I was an energetic, fast-talking, left-wing kid from Queens, a first generation college student drawn to “radical democracy” and “radical political economics” and “radical sociology” and radical politics. I often felt out of place at Yale. But I never felt out of place in Dahl’s classroom or in his office. He welcomed me. He welcomed my incredulity and my critical questions. He welcomed me with a unique combination of utter seriousness and warm-hearted humor. I learned so much in “Democracy and its Critics,” and in his follow-up seminar the next year on “Worker’s Control and Democracy.” I learned an enormous amount about democratic theory, about the workings and the limits of actual liberal democracies — oops, I mean polyarchies! — and about the importance of asking hard questions and of linking empirical and normative inquiry. And I was still unconvinced by either Dahl’s social scientific empiricism or his seemingly sanguine view of the play of interests in societies like our own.
And so I decided to write a dissertation critiquing this empiricism and this “pluralism” and forwarding an explicitly Marxist alternative. A number of my Yale professors were puzzled and indeed skeptical about such a project. Only one was enthusiastic: Bob Dahl. And so Bob Dahl supervised my dissertation, “Power and Marxist Theory” (published, revised, by Cornell University Press in 1987 as “Power and Marxist Theory: A Realist View”). And so Bob Dahl invested countless hours in reading all kinds of material that was far from his comfort zone — Nicos Poulantzas’s “Political Power and Social Classes,” Roy Bhaskar’s “A Realist Theory of Science,” Anthony Giddens’s “A Contemporary Critique of Historical Materialism” — so that he could talk with me about what I was interested in. And so Bob Dahl spent countless hours in his office talking with me about my principal theoretical antagonist—him! We would discuss this guy “Dahl” in the third person, considering the limits of his arguments, speculating about how he might respond to my arguments. This really happened.
For two years. I wrote a dissertation, and then a book, that delivered what I then thought was a “fundamental” critique of Dahl’s democratic theory. And Dahl was my biggest supporter! He supported me with real intellectual engagement and with genuine warmth and humor. He did not coddle me (I am not the coddling type). He often conceded that some of the things I was writing were interesting. He sometimes indicated that I was making a strong argument—and he would always advise me on how to make it stronger. He never told me that he “bought” my overall thesis. Because he didn’t buy it, and I knew that and he knew that I knew that. He simply welcomed me as an interlocutor, and respected me as my own person, and offered me that fine balance of criticism and support that is necessary if a graduate student is to come into his or her own and to complete a dissertation in a meaningful way.

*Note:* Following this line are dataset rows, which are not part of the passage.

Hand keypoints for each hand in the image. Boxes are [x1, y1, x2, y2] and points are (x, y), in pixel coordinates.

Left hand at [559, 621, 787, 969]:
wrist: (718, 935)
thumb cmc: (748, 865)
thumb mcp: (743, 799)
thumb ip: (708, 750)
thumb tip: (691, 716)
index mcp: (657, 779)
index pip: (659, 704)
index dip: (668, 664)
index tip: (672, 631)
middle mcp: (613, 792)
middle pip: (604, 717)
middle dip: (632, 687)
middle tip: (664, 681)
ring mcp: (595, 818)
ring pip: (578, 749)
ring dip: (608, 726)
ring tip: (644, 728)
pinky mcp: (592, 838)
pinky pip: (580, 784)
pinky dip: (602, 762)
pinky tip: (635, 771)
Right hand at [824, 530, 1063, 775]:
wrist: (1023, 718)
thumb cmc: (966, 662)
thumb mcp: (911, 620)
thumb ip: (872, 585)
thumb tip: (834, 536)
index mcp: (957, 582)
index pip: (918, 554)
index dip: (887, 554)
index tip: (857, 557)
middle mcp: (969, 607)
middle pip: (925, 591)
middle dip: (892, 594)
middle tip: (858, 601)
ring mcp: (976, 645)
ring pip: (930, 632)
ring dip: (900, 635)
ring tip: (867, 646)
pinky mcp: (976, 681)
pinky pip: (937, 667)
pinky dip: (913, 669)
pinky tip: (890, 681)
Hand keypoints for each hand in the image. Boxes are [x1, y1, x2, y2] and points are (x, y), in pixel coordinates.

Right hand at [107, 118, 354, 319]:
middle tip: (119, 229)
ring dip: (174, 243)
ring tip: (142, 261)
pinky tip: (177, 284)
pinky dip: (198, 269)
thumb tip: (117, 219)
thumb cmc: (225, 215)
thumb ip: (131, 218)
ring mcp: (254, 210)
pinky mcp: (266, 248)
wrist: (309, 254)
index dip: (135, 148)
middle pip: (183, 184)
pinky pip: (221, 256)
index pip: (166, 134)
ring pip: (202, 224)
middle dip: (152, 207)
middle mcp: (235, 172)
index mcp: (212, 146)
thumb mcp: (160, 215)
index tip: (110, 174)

I completed my dissertation and received my doctorate in 1983. I then got a job teaching at Fordham University and eventually set about the task of revising my dissertation for publication as a book. As I undertook these revisions, I discovered that in some important respects I was beginning to rethink aspects of the neo-Marxism that had grounded my work in graduate school. My book contains a final chapter that was not part of the dissertation. This chapter bears a tortured relationship to the rest of the book. In it I gesture towards a perspective that could be better characterized by the adjective democratic than the adjective Marxist. What I had discovered was that my agonistic dialogue with Bob Dahl persisted, a permanent feature of my own mental landscape. I realized that I had learned more from him, taken more from him, than I had ever imagined possible or was even aware of at the time. This was the first time I experienced something that I have often experienced—the insight that something I was thinking or writing could be traced to my conversations with Bob long ago, to questions posed to me back then by him, or to things I had learned through the arduous process of thinking with and against him.
Douglas Martin’s New York Times obituary on Bob (Feb. 7, 2014) states that Bob taught generations of students how to think about politics and power, and that his conceptions thus became “standard.” It is true that Bob taught many generations of students. It is also true that he had conceptions, and that he shared them with his students. But these conceptions were never treated as standard. There was no “Dahlean political science” to be learned from Dahl, except this: think hard; work hard; engage the range of arguments; care as much about what is actually happening in the world as about any concept, method or theory; and think for yourself and do your own work.
To this day, people are sometimes surprised to learn that I was Bob’s student and that “Power and Marxist Theory” was written under his supervision. But this is only because they never really knew Bob. For if they had known Bob, they would know that he really was an egalitarian, and a true intellectual, and he took delight in helping his students do their own things, and then in watching them do their own things on their own.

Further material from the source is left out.